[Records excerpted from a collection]
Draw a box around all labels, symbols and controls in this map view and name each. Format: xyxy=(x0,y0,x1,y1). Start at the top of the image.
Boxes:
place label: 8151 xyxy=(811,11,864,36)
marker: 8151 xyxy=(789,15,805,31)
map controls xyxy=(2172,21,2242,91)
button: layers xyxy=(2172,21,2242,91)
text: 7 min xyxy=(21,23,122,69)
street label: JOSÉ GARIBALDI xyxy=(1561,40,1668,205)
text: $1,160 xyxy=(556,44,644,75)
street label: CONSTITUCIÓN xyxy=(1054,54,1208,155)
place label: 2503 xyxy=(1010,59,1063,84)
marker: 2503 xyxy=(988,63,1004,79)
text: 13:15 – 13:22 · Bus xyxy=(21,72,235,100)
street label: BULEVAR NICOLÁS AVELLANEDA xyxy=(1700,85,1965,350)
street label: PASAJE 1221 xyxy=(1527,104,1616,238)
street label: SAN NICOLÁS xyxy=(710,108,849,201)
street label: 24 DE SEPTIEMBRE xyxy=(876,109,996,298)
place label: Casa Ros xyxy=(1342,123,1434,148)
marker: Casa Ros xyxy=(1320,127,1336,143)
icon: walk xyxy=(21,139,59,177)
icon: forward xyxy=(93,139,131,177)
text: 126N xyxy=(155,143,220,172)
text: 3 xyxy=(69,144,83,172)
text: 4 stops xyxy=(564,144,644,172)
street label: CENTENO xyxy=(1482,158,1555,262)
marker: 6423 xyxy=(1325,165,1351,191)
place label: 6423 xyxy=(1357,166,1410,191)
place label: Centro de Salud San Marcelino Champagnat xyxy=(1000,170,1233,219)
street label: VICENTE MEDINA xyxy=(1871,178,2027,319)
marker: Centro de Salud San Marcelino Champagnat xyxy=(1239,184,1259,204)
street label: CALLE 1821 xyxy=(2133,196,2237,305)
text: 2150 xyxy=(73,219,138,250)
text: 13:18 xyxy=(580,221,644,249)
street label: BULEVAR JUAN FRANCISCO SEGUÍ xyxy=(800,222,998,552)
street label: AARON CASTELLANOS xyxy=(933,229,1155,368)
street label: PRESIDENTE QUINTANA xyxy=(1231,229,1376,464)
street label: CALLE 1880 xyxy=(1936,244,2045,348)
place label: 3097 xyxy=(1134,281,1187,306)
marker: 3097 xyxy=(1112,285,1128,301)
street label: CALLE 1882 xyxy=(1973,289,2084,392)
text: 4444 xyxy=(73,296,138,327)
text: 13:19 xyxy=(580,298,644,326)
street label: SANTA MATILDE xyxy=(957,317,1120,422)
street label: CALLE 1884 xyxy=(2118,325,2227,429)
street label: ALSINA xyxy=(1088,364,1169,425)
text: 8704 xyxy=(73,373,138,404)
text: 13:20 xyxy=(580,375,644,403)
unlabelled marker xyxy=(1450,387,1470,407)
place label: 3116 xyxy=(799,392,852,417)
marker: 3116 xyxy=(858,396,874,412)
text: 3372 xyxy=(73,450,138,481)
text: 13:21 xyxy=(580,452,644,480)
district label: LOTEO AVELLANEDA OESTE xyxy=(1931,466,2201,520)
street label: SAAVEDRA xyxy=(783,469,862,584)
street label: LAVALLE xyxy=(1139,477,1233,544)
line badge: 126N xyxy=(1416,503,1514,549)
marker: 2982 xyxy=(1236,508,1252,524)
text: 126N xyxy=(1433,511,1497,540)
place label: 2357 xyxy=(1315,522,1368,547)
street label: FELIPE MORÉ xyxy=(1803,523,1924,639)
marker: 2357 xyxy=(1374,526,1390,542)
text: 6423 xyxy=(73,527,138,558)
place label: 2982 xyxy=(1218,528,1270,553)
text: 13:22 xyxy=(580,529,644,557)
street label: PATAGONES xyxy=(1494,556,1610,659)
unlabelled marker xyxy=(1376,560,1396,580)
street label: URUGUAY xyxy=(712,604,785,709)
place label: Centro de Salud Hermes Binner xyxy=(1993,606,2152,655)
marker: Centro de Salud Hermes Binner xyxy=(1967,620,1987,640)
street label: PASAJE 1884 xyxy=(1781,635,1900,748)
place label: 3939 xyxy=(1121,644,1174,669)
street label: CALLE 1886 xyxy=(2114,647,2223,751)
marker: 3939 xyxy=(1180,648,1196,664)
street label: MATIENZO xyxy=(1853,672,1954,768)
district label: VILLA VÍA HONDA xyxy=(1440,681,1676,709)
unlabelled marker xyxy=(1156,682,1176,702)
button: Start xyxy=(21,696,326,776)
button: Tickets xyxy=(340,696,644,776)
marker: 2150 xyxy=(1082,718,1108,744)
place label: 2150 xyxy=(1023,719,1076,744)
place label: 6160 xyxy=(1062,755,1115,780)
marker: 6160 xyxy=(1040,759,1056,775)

» TASK GOAL
Having looked over the entries above, reproduce all of them exactly.

» REPLY
Draw a box around all labels, symbols and controls in this map view and name each. Format: xyxy=(x0,y0,x1,y1). Start at the top of the image.
Boxes:
place label: 8151 xyxy=(811,11,864,36)
marker: 8151 xyxy=(789,15,805,31)
map controls xyxy=(2172,21,2242,91)
button: layers xyxy=(2172,21,2242,91)
text: 7 min xyxy=(21,23,122,69)
street label: JOSÉ GARIBALDI xyxy=(1561,40,1668,205)
text: $1,160 xyxy=(556,44,644,75)
street label: CONSTITUCIÓN xyxy=(1054,54,1208,155)
place label: 2503 xyxy=(1010,59,1063,84)
marker: 2503 xyxy=(988,63,1004,79)
text: 13:15 – 13:22 · Bus xyxy=(21,72,235,100)
street label: BULEVAR NICOLÁS AVELLANEDA xyxy=(1700,85,1965,350)
street label: PASAJE 1221 xyxy=(1527,104,1616,238)
street label: SAN NICOLÁS xyxy=(710,108,849,201)
street label: 24 DE SEPTIEMBRE xyxy=(876,109,996,298)
place label: Casa Ros xyxy=(1342,123,1434,148)
marker: Casa Ros xyxy=(1320,127,1336,143)
icon: walk xyxy=(21,139,59,177)
icon: forward xyxy=(93,139,131,177)
text: 126N xyxy=(155,143,220,172)
text: 3 xyxy=(69,144,83,172)
text: 4 stops xyxy=(564,144,644,172)
street label: CENTENO xyxy=(1482,158,1555,262)
marker: 6423 xyxy=(1325,165,1351,191)
place label: 6423 xyxy=(1357,166,1410,191)
place label: Centro de Salud San Marcelino Champagnat xyxy=(1000,170,1233,219)
street label: VICENTE MEDINA xyxy=(1871,178,2027,319)
marker: Centro de Salud San Marcelino Champagnat xyxy=(1239,184,1259,204)
street label: CALLE 1821 xyxy=(2133,196,2237,305)
text: 2150 xyxy=(73,219,138,250)
text: 13:18 xyxy=(580,221,644,249)
street label: BULEVAR JUAN FRANCISCO SEGUÍ xyxy=(800,222,998,552)
street label: AARON CASTELLANOS xyxy=(933,229,1155,368)
street label: PRESIDENTE QUINTANA xyxy=(1231,229,1376,464)
street label: CALLE 1880 xyxy=(1936,244,2045,348)
place label: 3097 xyxy=(1134,281,1187,306)
marker: 3097 xyxy=(1112,285,1128,301)
street label: CALLE 1882 xyxy=(1973,289,2084,392)
text: 4444 xyxy=(73,296,138,327)
text: 13:19 xyxy=(580,298,644,326)
street label: SANTA MATILDE xyxy=(957,317,1120,422)
street label: CALLE 1884 xyxy=(2118,325,2227,429)
street label: ALSINA xyxy=(1088,364,1169,425)
text: 8704 xyxy=(73,373,138,404)
text: 13:20 xyxy=(580,375,644,403)
unlabelled marker xyxy=(1450,387,1470,407)
place label: 3116 xyxy=(799,392,852,417)
marker: 3116 xyxy=(858,396,874,412)
text: 3372 xyxy=(73,450,138,481)
text: 13:21 xyxy=(580,452,644,480)
district label: LOTEO AVELLANEDA OESTE xyxy=(1931,466,2201,520)
street label: SAAVEDRA xyxy=(783,469,862,584)
street label: LAVALLE xyxy=(1139,477,1233,544)
line badge: 126N xyxy=(1416,503,1514,549)
marker: 2982 xyxy=(1236,508,1252,524)
text: 126N xyxy=(1433,511,1497,540)
place label: 2357 xyxy=(1315,522,1368,547)
street label: FELIPE MORÉ xyxy=(1803,523,1924,639)
marker: 2357 xyxy=(1374,526,1390,542)
text: 6423 xyxy=(73,527,138,558)
place label: 2982 xyxy=(1218,528,1270,553)
text: 13:22 xyxy=(580,529,644,557)
street label: PATAGONES xyxy=(1494,556,1610,659)
unlabelled marker xyxy=(1376,560,1396,580)
street label: URUGUAY xyxy=(712,604,785,709)
place label: Centro de Salud Hermes Binner xyxy=(1993,606,2152,655)
marker: Centro de Salud Hermes Binner xyxy=(1967,620,1987,640)
street label: PASAJE 1884 xyxy=(1781,635,1900,748)
place label: 3939 xyxy=(1121,644,1174,669)
street label: CALLE 1886 xyxy=(2114,647,2223,751)
marker: 3939 xyxy=(1180,648,1196,664)
street label: MATIENZO xyxy=(1853,672,1954,768)
district label: VILLA VÍA HONDA xyxy=(1440,681,1676,709)
unlabelled marker xyxy=(1156,682,1176,702)
button: Start xyxy=(21,696,326,776)
button: Tickets xyxy=(340,696,644,776)
marker: 2150 xyxy=(1082,718,1108,744)
place label: 2150 xyxy=(1023,719,1076,744)
place label: 6160 xyxy=(1062,755,1115,780)
marker: 6160 xyxy=(1040,759,1056,775)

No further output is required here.